> What is being asked
Write out the full set of records below exactly.

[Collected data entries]
..............................
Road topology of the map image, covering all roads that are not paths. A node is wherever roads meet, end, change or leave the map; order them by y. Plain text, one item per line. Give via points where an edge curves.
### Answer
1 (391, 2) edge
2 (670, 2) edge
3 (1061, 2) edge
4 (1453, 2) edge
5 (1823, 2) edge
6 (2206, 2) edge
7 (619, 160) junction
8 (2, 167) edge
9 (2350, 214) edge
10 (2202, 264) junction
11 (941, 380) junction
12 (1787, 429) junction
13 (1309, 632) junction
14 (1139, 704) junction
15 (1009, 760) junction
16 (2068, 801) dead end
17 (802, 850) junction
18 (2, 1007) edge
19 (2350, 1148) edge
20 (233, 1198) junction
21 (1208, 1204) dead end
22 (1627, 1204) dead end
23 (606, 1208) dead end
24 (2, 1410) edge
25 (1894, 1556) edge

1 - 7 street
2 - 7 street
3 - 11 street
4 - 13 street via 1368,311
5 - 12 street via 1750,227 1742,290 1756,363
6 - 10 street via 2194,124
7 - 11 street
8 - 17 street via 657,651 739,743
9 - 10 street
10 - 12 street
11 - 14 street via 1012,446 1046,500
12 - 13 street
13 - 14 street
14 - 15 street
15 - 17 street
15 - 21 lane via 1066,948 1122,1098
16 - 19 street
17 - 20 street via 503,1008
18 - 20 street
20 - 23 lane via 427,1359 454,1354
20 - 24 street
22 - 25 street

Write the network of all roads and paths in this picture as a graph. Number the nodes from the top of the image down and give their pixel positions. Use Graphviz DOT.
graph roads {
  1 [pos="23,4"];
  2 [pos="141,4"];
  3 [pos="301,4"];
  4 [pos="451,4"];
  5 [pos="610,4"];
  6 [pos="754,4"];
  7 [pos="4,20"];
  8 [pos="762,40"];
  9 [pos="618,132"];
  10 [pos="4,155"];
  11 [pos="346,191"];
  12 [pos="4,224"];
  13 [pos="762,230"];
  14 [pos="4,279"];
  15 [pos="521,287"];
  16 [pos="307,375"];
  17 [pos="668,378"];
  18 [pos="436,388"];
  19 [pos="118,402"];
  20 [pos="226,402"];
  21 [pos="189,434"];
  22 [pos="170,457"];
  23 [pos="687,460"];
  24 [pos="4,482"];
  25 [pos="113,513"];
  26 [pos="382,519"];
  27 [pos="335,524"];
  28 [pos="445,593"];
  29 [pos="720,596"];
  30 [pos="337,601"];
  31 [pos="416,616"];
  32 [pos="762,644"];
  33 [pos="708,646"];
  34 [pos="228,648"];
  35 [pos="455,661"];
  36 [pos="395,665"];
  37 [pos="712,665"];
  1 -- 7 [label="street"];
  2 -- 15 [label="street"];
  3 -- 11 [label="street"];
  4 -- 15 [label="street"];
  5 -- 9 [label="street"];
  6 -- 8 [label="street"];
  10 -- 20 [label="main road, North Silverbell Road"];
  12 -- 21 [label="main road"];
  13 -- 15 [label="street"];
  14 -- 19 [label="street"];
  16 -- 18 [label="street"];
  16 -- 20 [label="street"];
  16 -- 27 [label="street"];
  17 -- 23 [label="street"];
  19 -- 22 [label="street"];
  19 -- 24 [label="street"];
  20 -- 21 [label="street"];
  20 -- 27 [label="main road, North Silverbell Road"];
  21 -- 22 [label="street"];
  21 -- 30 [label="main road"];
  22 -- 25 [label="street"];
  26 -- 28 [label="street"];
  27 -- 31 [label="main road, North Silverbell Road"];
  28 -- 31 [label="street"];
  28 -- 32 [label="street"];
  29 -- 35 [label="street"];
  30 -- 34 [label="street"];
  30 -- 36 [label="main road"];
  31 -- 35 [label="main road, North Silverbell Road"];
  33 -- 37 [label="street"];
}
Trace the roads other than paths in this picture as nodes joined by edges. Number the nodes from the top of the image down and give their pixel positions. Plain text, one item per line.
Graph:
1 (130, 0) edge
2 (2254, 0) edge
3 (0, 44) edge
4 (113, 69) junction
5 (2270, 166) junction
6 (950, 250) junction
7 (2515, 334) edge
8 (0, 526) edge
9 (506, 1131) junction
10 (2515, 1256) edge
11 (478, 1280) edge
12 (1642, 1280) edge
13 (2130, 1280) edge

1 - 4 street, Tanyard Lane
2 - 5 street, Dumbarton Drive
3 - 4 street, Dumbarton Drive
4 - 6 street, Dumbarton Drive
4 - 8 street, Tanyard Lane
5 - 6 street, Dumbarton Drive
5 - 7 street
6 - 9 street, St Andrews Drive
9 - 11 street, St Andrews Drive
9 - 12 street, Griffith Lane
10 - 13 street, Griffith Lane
..............................
> Solution for this problem
Road topology of the map image, covering all roads that are not paths. A node is wherever roads meet, end, change or leave the map; order them by y. Plain text, one item per line. Give via points where an edge curves.
### Answer
1 (391, 2) edge
2 (670, 2) edge
3 (1061, 2) edge
4 (1453, 2) edge
5 (1823, 2) edge
6 (2206, 2) edge
7 (619, 160) junction
8 (2, 167) edge
9 (2350, 214) edge
10 (2202, 264) junction
11 (941, 380) junction
12 (1787, 429) junction
13 (1309, 632) junction
14 (1139, 704) junction
15 (1009, 760) junction
16 (2068, 801) dead end
17 (802, 850) junction
18 (2, 1007) edge
19 (2350, 1148) edge
20 (233, 1198) junction
21 (1208, 1204) dead end
22 (1627, 1204) dead end
23 (606, 1208) dead end
24 (2, 1410) edge
25 (1894, 1556) edge

1 - 7 street
2 - 7 street
3 - 11 street
4 - 13 street via 1368,311
5 - 12 street via 1750,227 1742,290 1756,363
6 - 10 street via 2194,124
7 - 11 street
8 - 17 street via 657,651 739,743
9 - 10 street
10 - 12 street
11 - 14 street via 1012,446 1046,500
12 - 13 street
13 - 14 street
14 - 15 street
15 - 17 street
15 - 21 lane via 1066,948 1122,1098
16 - 19 street
17 - 20 street via 503,1008
18 - 20 street
20 - 23 lane via 427,1359 454,1354
20 - 24 street
22 - 25 street

Write the network of all roads and paths in this picture as a graph. Number the nodes from the top of the image down and give their pixel positions. Use Graphviz DOT.
graph roads {
  1 [pos="23,4"];
  2 [pos="141,4"];
  3 [pos="301,4"];
  4 [pos="451,4"];
  5 [pos="610,4"];
  6 [pos="754,4"];
  7 [pos="4,20"];
  8 [pos="762,40"];
  9 [pos="618,132"];
  10 [pos="4,155"];
  11 [pos="346,191"];
  12 [pos="4,224"];
  13 [pos="762,230"];
  14 [pos="4,279"];
  15 [pos="521,287"];
  16 [pos="307,375"];
  17 [pos="668,378"];
  18 [pos="436,388"];
  19 [pos="118,402"];
  20 [pos="226,402"];
  21 [pos="189,434"];
  22 [pos="170,457"];
  23 [pos="687,460"];
  24 [pos="4,482"];
  25 [pos="113,513"];
  26 [pos="382,519"];
  27 [pos="335,524"];
  28 [pos="445,593"];
  29 [pos="720,596"];
  30 [pos="337,601"];
  31 [pos="416,616"];
  32 [pos="762,644"];
  33 [pos="708,646"];
  34 [pos="228,648"];
  35 [pos="455,661"];
  36 [pos="395,665"];
  37 [pos="712,665"];
  1 -- 7 [label="street"];
  2 -- 15 [label="street"];
  3 -- 11 [label="street"];
  4 -- 15 [label="street"];
  5 -- 9 [label="street"];
  6 -- 8 [label="street"];
  10 -- 20 [label="main road, North Silverbell Road"];
  12 -- 21 [label="main road"];
  13 -- 15 [label="street"];
  14 -- 19 [label="street"];
  16 -- 18 [label="street"];
  16 -- 20 [label="street"];
  16 -- 27 [label="street"];
  17 -- 23 [label="street"];
  19 -- 22 [label="street"];
  19 -- 24 [label="street"];
  20 -- 21 [label="street"];
  20 -- 27 [label="main road, North Silverbell Road"];
  21 -- 22 [label="street"];
  21 -- 30 [label="main road"];
  22 -- 25 [label="street"];
  26 -- 28 [label="street"];
  27 -- 31 [label="main road, North Silverbell Road"];
  28 -- 31 [label="street"];
  28 -- 32 [label="street"];
  29 -- 35 [label="street"];
  30 -- 34 [label="street"];
  30 -- 36 [label="main road"];
  31 -- 35 [label="main road, North Silverbell Road"];
  33 -- 37 [label="street"];
}
Trace the roads other than paths in this picture as nodes joined by edges. Number the nodes from the top of the image down and give their pixel positions. Plain text, one item per line.
Graph:
1 (130, 0) edge
2 (2254, 0) edge
3 (0, 44) edge
4 (113, 69) junction
5 (2270, 166) junction
6 (950, 250) junction
7 (2515, 334) edge
8 (0, 526) edge
9 (506, 1131) junction
10 (2515, 1256) edge
11 (478, 1280) edge
12 (1642, 1280) edge
13 (2130, 1280) edge

1 - 4 street, Tanyard Lane
2 - 5 street, Dumbarton Drive
3 - 4 street, Dumbarton Drive
4 - 6 street, Dumbarton Drive
4 - 8 street, Tanyard Lane
5 - 6 street, Dumbarton Drive
5 - 7 street
6 - 9 street, St Andrews Drive
9 - 11 street, St Andrews Drive
9 - 12 street, Griffith Lane
10 - 13 street, Griffith Lane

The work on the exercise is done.